Poems

The painter they call Simon

„It would be nice to simply pass away Ferenc”,
said Simon agedly doddering along, smiling,
bristly like a red thistle flower,
like a rabbit-hair hat, or a branch of a galaxy,
wobbling in the cold wind like a thorn-skeleton,
under his neck, on his right shoulder, the diamond cross of the Everything.
In front of him, crept his grave shadow like a stooping, mute
lizard kneaded from lilac carbon paper, the legacy of passing.

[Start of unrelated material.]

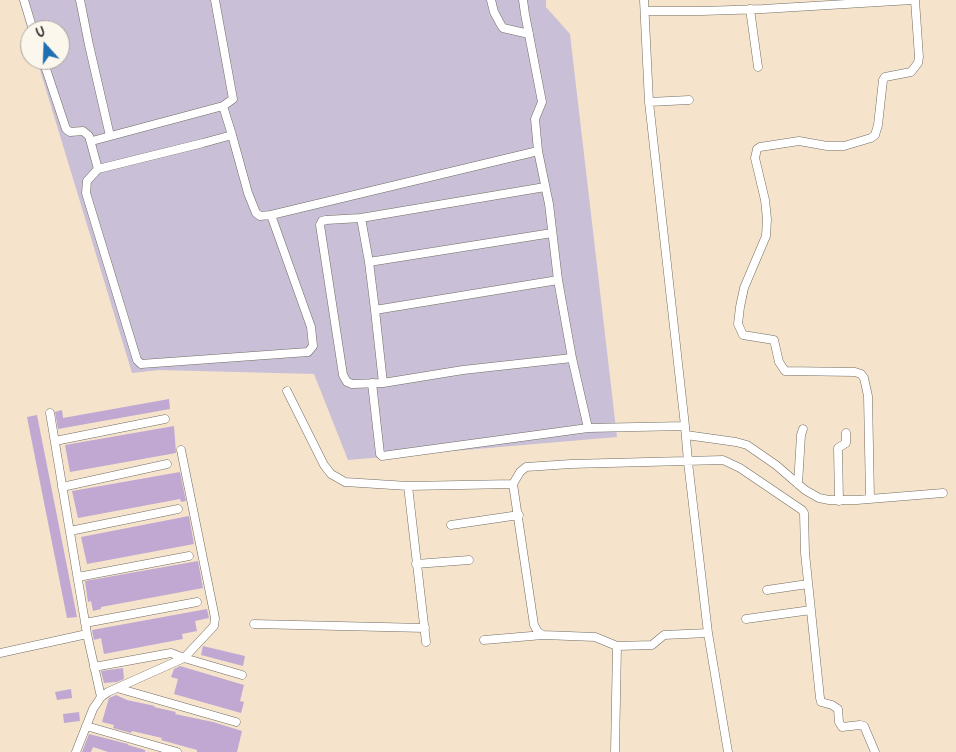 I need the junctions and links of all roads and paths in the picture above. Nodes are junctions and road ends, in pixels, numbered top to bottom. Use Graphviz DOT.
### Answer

In front of him, staggered, stumbled, with a foam-paint brush in his mouth,
the bloody figure spat on, peed on, beaten up,
pushed towards crucifixion, creased towards the light, shuffled,
whom the breeding sinful-wailing humanity never put on as a golden shirt,
on his head, the thorn crown as a wreath of stars,
his blood-fringed head with his jail barred eyes tilted here and there
like the spurge, like the milk thistle with yellow woolhair hat.
Simon, Simon, is that how we will be gone?
is this all in this upperworld inferno, is this all, is this all?
Has the cross-bearer been given plenty to drink, plenty to eat?
He put a sponge full of the vinegar on hyssop and held it to His bloody teeth.
No passing, no words, no tomorrow.
This is how the churning, churning madness, just like the storm-breathing sea,
this is how man becomes God, God becomes man.